Iron is an important component of heme, iron-sulfur proteins, and enzymes and participates in many biological processes, including oxygen transport, ferroptosis, immune response, cellular energy metabolism, and many other enzymatic reactions. Physiological processes have evolved for iron acquisition to meet metabolic needs while avoiding the toxicity of free radicals generated from iron. Iron excess and iron deficiency are related to pathological states (35). Recent studies have focused on ferroptosis, a newly discovered iron-dependent mode of cell death that plays an important role in the biological behavior of cancer cells. Zhu et al. (36) and Qiao et al. (37) found that ferroptosis-related noncoding RNAs correlate with the prognosis, tumor microenvironment, and therapeutic sensitivity of ESCC, indicating new therapeutic approaches for noncoding RNAs targeting ferroptosis in ESCC (36, 37). The role of iron in EC development has been under investigation. However, the results are still conflicting regarding the association of iron levels with the risk of EC. Sohrabi et al. (31) evaluated the iron concentrations between cancerous and non-cancerous tissues in EC. The results showed that the iron level in cancerous tissues was higher. However, no significant differences were revealed in EC (31). Several basic research indicated that the excess levels of iron enhanced EC (38–40), and the mechanisms possibly were related to the over-expression of iron import proteins, DNA damage, ferroptosis, and oxidative stress (41, 42).

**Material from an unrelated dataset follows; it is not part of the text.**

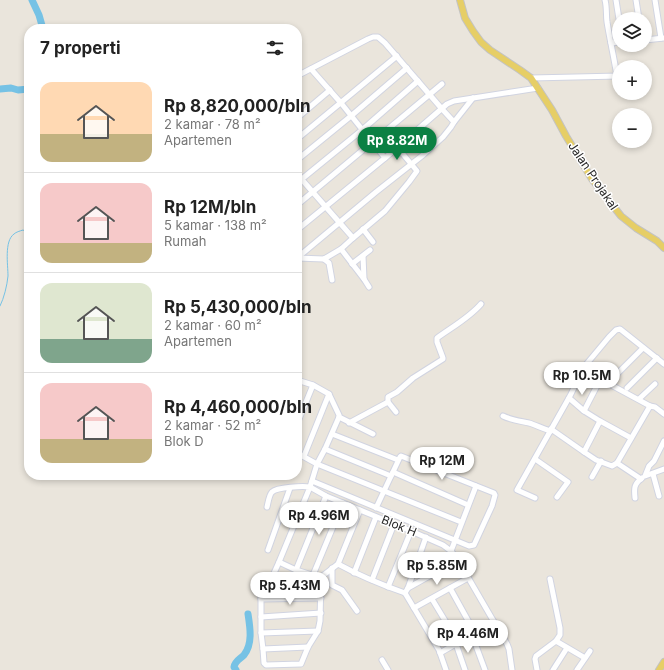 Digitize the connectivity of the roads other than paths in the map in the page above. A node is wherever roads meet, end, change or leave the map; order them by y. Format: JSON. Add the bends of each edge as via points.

Furthermore, it was found that total iron intake and heme iron intake were different from the risk of EC. Total iron supplementation was significantly inversely correlated with the risk of EC, especially among the Asian population and ESCC subgroup. A dose-response analysis indicated that each 5 mg/day increase in total iron supplementation was related to a 15% reduction in EC risk. However, heme iron intake was positively related to the risk of EC, especially in the United States. Each 1 mg/day increase in heme iron supplementation increased the risk of EC by 21% (20).

Similarly, a large European cohort study found that higher intakes of processed meat and heme iron may be related to an increased risk of developing EC, especially esophageal adenocarcinoma (43). Cross et al. (42) also found that heme iron supplementation may be associated with a risk for esophageal adenocarcinoma (EAC). They observed a positive association between red meat intake and ESCC but no association with adenocarcinoma (42). Overall, total iron intake may be related to reduced EC risk, while heme iron intake may be related to increased EC risk. More evidence is required to clarify the relationship between imbalanced iron levels (iron deficiency or overload) and the risk of EC.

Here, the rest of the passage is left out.